(Collected data)
_ _ _ _

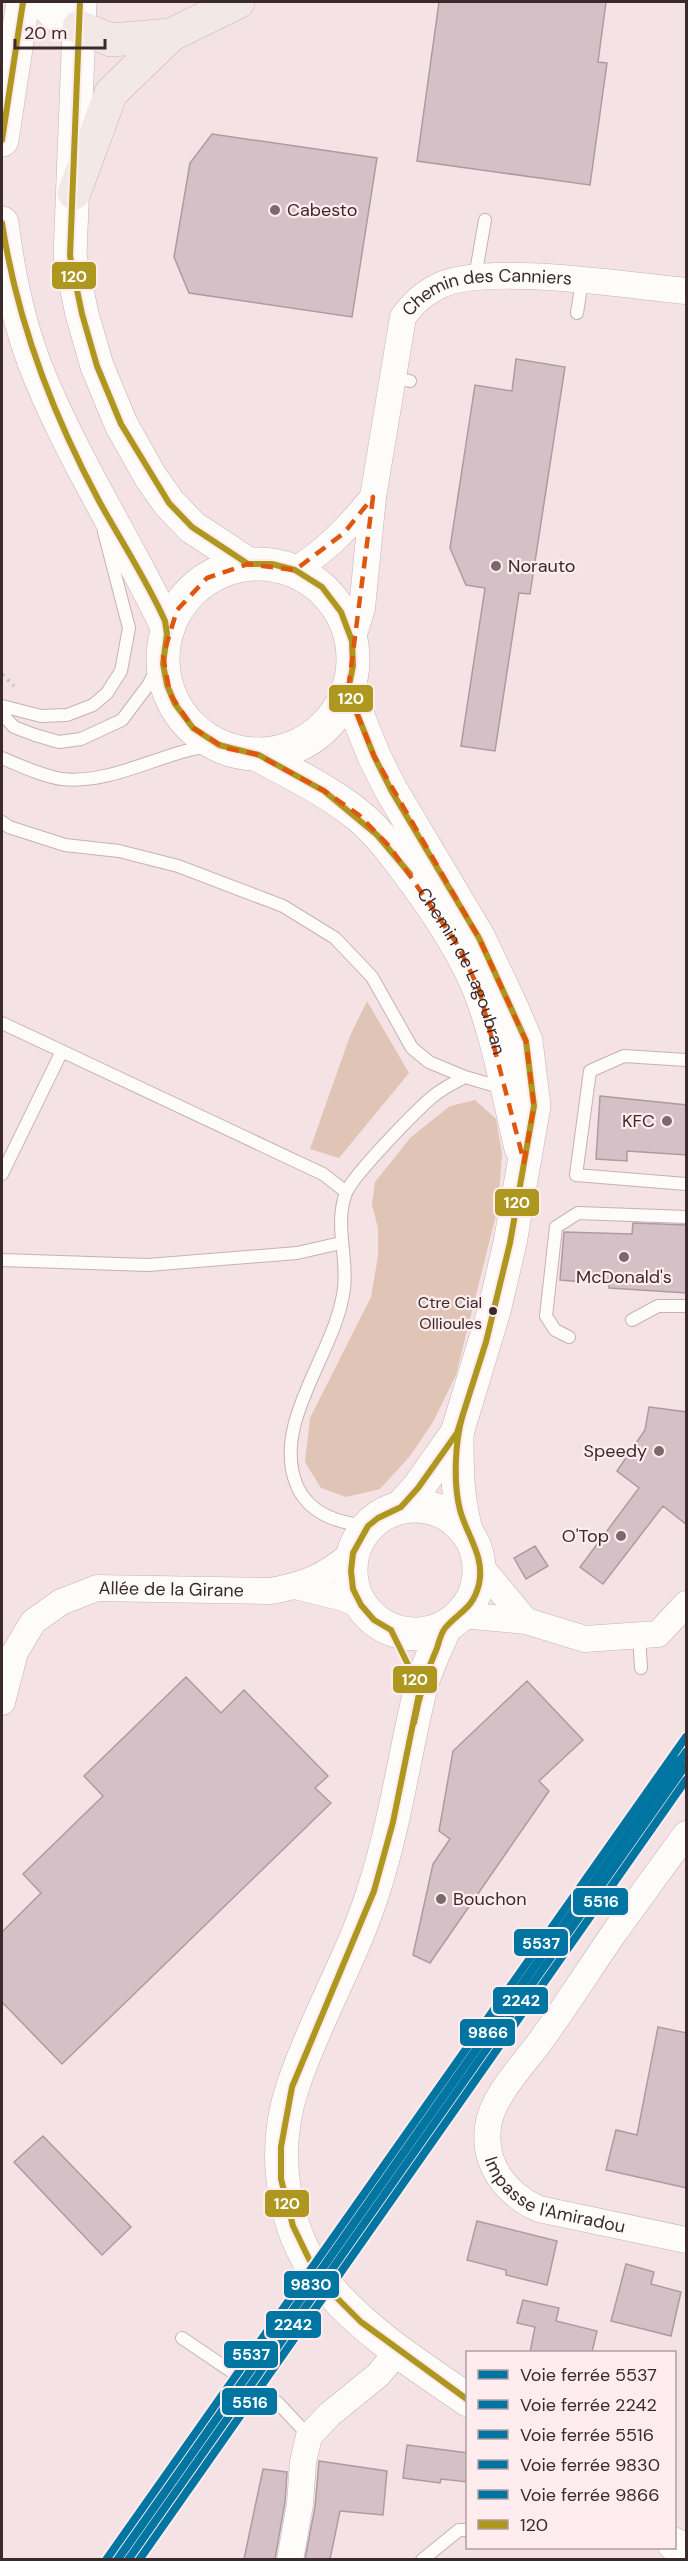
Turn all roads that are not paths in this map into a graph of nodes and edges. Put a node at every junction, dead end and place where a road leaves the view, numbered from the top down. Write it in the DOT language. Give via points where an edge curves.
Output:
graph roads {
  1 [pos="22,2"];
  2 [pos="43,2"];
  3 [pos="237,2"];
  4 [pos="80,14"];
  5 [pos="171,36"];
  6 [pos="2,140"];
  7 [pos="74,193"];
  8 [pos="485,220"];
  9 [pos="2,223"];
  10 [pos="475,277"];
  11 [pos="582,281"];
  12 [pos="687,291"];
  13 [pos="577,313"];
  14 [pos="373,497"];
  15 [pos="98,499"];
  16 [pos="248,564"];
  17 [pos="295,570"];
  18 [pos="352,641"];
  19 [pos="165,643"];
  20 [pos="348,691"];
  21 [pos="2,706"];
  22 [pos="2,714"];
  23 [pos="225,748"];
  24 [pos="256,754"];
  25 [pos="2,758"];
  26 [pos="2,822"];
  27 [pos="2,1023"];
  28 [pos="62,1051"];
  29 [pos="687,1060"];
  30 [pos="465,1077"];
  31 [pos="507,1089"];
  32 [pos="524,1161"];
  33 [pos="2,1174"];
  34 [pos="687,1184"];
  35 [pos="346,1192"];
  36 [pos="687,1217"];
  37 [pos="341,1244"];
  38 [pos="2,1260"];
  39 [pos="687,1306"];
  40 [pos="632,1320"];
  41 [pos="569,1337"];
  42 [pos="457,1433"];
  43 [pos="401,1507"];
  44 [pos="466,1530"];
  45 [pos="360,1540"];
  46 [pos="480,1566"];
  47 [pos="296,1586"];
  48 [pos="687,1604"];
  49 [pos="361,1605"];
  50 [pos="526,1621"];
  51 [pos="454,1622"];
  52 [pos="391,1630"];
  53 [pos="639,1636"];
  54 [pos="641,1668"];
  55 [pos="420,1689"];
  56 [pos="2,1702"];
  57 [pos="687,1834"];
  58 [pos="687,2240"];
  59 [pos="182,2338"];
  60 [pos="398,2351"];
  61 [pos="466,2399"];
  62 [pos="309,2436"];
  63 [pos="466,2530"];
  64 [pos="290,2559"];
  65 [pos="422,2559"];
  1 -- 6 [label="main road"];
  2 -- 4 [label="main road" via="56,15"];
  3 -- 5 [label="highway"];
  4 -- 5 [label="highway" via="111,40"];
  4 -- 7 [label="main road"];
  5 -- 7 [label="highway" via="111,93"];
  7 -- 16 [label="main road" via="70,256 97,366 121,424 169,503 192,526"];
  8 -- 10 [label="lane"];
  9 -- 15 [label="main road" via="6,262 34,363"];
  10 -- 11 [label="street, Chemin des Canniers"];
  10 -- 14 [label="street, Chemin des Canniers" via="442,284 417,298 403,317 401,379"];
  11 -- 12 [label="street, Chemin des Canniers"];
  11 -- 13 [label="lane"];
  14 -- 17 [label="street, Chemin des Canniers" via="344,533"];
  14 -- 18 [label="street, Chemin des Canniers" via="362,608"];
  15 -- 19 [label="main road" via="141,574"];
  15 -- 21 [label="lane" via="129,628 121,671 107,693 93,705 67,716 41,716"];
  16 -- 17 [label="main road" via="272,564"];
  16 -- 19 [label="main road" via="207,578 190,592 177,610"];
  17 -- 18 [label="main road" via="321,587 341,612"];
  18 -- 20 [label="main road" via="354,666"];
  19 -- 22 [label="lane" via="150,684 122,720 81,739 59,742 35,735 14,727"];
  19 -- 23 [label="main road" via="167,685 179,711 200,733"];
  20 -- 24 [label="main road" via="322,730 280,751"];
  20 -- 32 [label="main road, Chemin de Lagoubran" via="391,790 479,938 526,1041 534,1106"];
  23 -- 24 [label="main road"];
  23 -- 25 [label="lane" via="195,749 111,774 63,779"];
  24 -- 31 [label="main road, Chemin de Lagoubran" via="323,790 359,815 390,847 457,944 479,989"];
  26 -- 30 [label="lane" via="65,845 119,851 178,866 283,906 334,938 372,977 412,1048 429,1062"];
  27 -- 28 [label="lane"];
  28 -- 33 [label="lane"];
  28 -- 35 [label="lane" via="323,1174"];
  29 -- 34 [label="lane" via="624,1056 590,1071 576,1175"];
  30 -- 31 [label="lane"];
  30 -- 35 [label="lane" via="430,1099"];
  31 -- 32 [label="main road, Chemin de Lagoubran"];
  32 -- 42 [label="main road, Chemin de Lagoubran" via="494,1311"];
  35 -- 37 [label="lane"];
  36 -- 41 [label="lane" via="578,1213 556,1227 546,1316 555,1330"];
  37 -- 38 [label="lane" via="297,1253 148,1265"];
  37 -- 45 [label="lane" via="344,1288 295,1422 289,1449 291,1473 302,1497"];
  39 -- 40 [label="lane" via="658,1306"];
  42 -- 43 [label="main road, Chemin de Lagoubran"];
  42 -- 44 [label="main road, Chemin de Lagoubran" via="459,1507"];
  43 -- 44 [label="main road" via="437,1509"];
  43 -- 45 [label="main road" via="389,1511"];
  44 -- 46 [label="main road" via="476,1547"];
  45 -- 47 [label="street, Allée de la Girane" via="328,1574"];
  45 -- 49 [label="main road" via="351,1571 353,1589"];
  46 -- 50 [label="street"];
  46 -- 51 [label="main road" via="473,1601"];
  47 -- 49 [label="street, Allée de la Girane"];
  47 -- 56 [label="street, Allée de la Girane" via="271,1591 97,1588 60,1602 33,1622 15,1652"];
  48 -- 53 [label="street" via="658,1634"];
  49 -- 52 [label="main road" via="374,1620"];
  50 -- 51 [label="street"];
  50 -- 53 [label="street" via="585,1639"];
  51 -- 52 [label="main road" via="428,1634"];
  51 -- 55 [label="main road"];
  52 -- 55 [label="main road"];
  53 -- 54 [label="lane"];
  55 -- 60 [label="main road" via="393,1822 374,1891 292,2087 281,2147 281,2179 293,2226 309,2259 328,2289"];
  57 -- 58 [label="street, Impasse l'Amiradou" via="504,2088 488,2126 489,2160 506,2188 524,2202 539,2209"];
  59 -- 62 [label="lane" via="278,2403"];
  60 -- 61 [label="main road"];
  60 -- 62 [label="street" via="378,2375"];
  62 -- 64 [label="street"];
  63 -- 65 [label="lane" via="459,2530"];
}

_ _ _ _

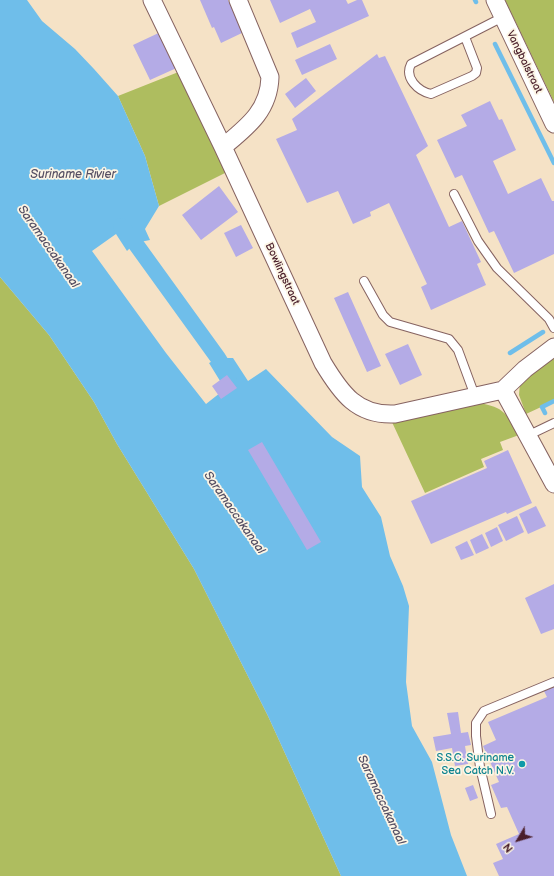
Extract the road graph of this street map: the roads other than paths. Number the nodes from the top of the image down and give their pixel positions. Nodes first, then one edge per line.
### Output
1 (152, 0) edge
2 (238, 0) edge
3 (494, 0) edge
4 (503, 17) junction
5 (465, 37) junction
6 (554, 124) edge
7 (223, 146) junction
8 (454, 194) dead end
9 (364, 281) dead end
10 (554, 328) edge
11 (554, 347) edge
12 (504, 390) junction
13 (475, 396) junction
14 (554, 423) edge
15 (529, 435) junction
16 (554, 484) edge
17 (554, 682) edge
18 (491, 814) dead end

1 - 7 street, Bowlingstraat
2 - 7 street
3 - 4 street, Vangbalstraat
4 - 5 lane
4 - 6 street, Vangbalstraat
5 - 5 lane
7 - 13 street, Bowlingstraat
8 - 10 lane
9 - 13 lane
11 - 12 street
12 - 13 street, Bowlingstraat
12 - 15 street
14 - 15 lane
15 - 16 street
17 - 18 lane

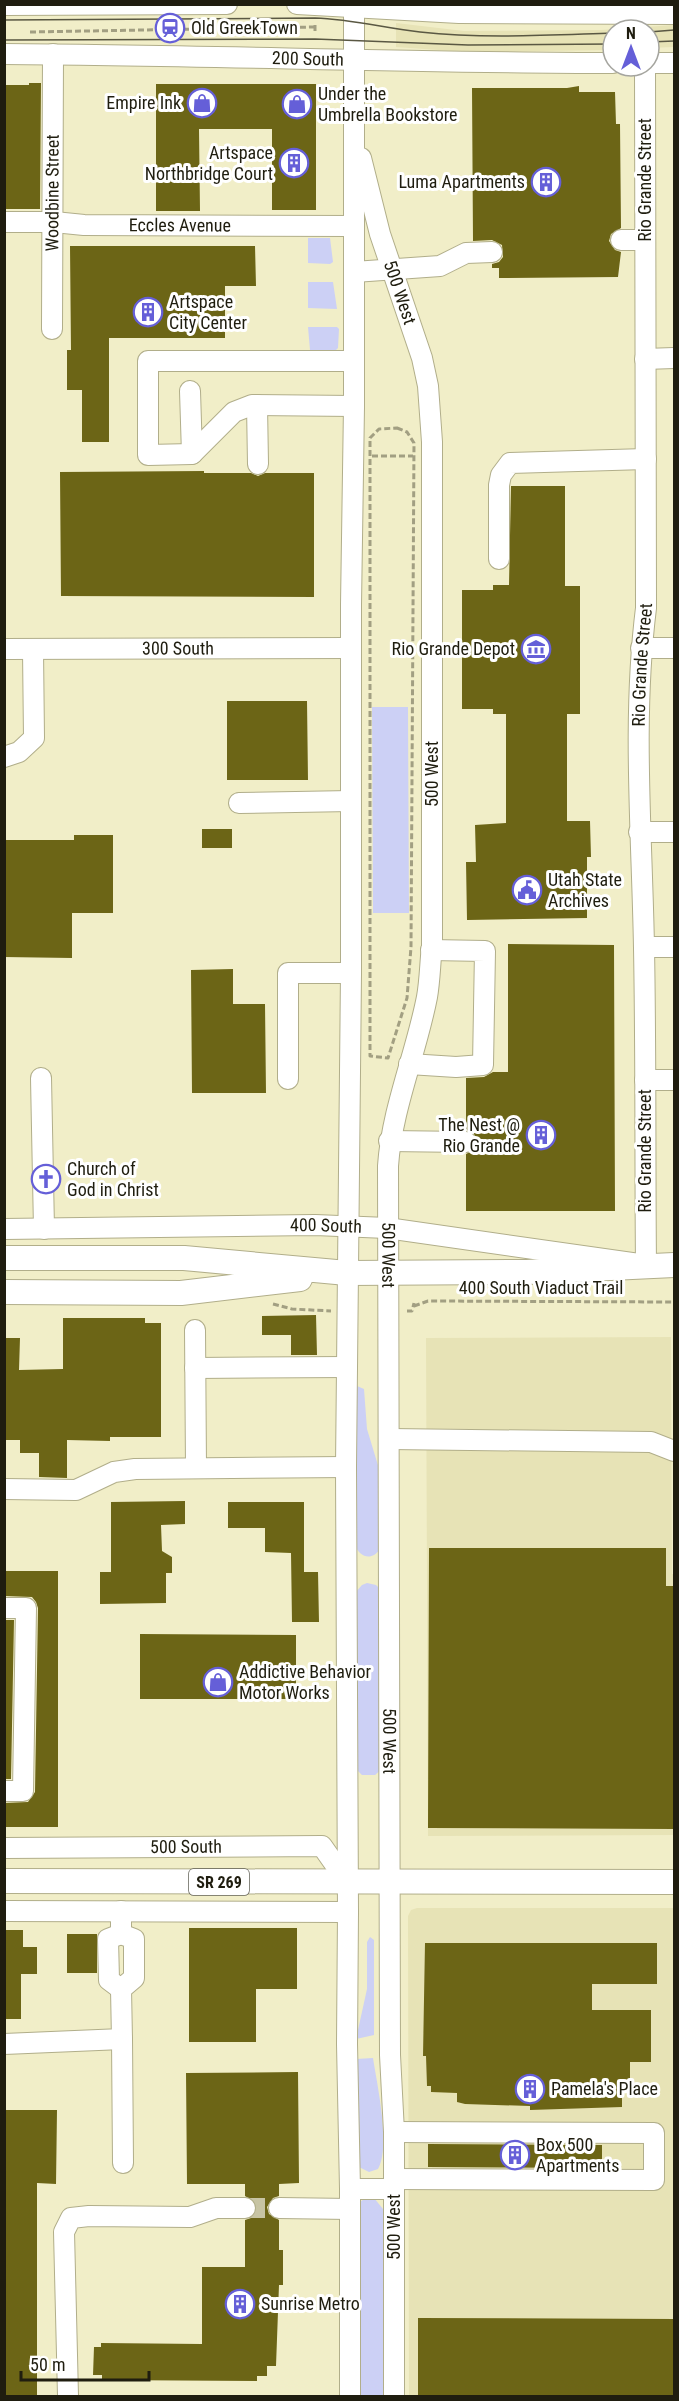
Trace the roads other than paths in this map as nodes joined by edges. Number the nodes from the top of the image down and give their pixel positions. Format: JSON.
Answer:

_ _ _ _

**Task item:** State how many lines of the records above contain "image", with no words besides the number.

**Problem solution:** 2